III. Proceedings before the Court of Justice

22. The request for a preliminary ruling was lodged with the Court on 5 May 2021.

23. Written observations were submitted by IG, the VAS, the Polish Government and the Commission. With the exception of the Polish Government, all appeared at the hearing held on 6 April 2022.

IV. Analysis

A. Preliminary considerations

24. The subject matter of a reference for a preliminary ruling derives, naturally, from the dispute to be resolved in the main proceedings. The point at issue in those proceedings is simply whether IG is entitled to compensation for the loss or damage allegedly caused him by the judgment given in accordance with Bulgarian procedural law, which prevented him from obtaining a substantive ruling on the validity of the calculation method.

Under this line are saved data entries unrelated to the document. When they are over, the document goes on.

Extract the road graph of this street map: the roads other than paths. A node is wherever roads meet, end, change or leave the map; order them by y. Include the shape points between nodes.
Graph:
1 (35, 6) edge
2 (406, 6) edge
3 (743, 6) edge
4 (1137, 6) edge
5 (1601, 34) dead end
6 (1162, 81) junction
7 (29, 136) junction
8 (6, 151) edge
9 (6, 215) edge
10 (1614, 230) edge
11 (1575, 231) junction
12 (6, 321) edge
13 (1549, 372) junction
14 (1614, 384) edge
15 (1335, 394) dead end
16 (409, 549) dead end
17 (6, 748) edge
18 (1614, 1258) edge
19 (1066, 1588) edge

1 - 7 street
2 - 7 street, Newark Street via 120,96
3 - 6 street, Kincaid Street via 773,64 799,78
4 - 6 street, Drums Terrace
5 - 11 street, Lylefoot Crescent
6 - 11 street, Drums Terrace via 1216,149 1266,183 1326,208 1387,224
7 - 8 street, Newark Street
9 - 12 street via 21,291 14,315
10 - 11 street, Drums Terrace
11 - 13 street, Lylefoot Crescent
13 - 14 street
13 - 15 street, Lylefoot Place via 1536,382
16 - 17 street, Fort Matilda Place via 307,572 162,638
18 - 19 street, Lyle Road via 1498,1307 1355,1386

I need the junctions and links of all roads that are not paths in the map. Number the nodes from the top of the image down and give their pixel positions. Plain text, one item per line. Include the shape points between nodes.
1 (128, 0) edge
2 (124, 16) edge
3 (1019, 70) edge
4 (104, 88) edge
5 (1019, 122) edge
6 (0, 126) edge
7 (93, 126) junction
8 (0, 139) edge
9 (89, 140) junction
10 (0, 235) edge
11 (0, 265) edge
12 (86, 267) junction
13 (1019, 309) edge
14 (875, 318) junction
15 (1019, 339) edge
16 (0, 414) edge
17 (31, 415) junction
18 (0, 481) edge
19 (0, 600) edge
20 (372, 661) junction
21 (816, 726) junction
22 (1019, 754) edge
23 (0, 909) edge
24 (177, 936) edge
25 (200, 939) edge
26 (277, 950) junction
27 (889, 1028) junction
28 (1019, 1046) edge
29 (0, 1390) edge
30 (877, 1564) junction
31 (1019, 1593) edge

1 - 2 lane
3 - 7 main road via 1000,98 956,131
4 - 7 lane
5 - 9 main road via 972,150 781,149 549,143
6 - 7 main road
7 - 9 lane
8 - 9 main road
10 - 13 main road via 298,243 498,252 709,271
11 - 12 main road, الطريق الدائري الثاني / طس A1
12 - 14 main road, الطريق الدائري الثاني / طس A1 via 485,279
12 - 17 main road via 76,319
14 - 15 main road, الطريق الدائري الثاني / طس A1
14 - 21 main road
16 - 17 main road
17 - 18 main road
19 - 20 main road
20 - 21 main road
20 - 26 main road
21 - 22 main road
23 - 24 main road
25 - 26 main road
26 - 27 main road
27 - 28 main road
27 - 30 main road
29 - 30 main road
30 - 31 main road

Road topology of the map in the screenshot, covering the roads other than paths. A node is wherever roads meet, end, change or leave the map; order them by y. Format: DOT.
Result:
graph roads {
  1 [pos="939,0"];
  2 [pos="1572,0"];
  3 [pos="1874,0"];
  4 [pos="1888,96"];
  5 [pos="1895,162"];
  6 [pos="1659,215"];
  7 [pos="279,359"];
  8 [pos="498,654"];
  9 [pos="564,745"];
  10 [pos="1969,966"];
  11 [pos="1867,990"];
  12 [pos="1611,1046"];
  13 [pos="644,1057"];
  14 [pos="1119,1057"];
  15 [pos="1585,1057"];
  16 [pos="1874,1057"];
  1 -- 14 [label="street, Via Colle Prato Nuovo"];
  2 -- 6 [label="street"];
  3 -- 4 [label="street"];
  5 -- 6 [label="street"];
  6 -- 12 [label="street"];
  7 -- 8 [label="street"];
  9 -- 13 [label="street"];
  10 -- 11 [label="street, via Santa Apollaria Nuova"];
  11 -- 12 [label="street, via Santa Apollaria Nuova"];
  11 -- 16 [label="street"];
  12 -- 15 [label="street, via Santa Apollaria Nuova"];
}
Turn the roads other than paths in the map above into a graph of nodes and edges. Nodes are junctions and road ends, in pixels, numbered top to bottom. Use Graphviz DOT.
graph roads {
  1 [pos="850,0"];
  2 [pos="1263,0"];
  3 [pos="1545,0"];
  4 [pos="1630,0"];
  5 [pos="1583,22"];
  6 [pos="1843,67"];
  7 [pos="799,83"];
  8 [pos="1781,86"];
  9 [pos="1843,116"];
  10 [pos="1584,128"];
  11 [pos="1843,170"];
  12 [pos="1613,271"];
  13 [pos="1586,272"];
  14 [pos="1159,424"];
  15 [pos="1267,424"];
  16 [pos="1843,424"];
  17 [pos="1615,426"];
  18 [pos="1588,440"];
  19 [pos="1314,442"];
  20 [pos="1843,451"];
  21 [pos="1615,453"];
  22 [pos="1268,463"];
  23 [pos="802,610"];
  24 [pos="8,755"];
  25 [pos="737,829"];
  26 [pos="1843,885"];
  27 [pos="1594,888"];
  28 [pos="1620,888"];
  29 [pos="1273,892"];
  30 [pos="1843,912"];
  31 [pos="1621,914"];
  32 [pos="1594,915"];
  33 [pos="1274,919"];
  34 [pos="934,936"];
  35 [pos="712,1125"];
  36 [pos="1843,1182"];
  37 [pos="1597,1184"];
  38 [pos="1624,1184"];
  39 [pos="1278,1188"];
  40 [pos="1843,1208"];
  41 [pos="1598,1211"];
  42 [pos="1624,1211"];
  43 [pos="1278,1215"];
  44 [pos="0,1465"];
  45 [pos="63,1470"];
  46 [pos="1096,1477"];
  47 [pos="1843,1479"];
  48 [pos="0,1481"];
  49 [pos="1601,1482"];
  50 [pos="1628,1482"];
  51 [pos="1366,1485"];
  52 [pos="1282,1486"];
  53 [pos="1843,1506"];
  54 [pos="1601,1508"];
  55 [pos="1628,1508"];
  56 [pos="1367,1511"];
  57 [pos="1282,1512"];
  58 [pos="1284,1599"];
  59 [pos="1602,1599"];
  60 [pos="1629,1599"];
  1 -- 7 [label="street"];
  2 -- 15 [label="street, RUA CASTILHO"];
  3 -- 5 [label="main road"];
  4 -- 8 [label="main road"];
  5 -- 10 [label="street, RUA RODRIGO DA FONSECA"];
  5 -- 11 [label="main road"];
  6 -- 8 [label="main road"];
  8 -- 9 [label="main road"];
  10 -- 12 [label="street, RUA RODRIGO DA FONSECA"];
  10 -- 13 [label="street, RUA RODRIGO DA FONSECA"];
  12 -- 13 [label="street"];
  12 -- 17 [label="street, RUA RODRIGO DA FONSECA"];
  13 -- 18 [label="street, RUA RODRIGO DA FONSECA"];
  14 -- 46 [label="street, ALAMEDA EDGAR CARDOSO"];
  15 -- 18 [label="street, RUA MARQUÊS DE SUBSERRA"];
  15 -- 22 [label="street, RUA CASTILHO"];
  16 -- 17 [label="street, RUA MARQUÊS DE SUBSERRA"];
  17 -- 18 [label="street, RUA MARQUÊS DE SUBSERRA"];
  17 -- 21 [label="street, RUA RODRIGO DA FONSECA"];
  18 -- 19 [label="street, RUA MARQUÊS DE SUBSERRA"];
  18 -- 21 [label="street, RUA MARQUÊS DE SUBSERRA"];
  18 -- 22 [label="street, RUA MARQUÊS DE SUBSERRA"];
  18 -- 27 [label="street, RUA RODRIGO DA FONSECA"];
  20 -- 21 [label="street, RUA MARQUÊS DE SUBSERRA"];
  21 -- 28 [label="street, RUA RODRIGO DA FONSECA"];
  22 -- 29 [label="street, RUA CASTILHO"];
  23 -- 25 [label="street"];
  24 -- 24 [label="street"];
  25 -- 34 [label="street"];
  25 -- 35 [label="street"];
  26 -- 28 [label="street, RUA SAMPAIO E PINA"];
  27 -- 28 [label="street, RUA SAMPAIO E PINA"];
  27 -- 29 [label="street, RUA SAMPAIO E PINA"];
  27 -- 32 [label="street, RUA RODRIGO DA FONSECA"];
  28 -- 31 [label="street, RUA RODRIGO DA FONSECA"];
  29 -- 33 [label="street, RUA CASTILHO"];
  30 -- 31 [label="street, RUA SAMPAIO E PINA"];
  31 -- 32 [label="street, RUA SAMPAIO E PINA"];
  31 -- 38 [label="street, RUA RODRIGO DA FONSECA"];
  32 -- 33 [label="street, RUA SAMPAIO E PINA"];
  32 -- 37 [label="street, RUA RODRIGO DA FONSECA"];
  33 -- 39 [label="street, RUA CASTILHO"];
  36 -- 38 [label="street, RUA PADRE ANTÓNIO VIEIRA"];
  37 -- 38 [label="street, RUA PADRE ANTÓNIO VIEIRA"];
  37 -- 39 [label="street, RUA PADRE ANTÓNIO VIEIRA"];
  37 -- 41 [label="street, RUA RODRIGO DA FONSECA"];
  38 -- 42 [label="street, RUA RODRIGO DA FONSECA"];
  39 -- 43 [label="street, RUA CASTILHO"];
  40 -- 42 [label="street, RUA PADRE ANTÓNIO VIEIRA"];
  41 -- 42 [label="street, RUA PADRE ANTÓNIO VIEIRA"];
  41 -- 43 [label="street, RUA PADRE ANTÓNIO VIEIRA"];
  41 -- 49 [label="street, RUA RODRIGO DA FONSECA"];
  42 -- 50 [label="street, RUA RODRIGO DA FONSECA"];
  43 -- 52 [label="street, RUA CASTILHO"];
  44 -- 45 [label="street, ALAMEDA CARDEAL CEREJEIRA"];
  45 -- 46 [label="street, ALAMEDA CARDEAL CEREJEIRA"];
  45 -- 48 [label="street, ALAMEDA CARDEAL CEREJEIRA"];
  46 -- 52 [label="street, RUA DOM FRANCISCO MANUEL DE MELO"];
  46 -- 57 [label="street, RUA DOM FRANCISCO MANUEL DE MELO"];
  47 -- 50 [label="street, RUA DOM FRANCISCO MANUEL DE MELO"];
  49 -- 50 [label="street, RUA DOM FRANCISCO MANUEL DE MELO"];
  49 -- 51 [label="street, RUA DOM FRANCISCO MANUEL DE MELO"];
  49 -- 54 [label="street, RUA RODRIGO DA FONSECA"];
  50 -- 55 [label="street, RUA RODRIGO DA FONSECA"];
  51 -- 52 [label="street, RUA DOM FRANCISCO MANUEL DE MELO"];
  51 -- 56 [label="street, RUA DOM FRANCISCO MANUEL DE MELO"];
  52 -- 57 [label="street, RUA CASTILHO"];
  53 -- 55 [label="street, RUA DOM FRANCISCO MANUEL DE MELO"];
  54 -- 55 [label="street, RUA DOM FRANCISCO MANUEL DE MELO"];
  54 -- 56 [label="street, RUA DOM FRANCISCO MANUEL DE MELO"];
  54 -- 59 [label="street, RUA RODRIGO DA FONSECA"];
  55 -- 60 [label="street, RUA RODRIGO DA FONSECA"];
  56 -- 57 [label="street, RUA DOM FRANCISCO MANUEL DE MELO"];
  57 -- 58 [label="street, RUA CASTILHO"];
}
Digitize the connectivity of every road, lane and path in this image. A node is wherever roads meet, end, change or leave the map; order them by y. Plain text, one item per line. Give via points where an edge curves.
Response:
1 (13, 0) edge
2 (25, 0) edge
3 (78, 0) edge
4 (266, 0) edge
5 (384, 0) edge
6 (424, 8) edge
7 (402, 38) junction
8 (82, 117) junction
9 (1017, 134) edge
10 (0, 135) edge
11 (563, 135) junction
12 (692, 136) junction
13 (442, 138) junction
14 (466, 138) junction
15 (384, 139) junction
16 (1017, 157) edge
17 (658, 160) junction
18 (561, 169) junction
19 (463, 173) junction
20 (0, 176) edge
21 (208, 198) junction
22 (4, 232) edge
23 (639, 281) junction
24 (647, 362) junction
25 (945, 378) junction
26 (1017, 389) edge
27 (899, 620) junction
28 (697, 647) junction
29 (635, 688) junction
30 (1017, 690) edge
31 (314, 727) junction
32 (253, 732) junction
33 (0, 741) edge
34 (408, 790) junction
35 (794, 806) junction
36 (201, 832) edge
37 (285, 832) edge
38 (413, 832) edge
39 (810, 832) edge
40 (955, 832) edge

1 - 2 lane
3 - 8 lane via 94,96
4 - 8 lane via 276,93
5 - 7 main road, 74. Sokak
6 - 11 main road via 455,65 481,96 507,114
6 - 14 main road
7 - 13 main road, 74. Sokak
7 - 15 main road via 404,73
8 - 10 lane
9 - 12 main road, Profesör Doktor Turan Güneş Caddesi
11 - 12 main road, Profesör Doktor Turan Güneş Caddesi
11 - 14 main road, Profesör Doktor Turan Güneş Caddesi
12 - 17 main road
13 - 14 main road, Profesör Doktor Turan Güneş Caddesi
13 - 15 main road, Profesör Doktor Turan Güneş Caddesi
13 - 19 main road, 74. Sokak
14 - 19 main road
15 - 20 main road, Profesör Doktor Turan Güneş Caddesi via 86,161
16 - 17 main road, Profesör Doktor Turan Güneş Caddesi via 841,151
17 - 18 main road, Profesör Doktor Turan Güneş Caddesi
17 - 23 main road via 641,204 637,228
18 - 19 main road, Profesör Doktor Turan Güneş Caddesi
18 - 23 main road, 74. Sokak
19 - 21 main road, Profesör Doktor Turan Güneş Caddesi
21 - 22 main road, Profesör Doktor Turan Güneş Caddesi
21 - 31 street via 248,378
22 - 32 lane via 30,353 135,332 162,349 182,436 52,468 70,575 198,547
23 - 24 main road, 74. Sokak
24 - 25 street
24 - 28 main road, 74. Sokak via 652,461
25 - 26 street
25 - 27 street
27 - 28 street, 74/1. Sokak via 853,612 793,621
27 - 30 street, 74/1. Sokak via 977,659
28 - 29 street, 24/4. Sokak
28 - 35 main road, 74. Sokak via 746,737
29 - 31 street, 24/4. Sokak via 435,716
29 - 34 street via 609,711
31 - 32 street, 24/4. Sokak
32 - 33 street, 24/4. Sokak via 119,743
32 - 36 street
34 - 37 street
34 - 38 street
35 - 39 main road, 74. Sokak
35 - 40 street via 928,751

25. It is therefore beyond the remit of this reference for a preliminary ruling to determine: (a) whether point 6.1.1 of the calculation method is compatible with Directive 2012/27; (b) whether IG was entitled to damages for breach of that directive; and (c) whether third parties other than IG would be entitled to such damages.

26. The reference for a preliminary ruling therefore does not address whether or not it is appropriate to award damages for the application of a regulatory provision concerning energy efficiency which was allegedly contrary to EU law. The only damages sought by IG are, I stress, those (allegedly) arising from domestic rules of procedure which enable a ruling given at first instance that the method for calculating energy bills is void to be set aside.

27. In order to rule on the harm suffered and on possible damages, the referring court needs to know whether the rule of national law which caused the...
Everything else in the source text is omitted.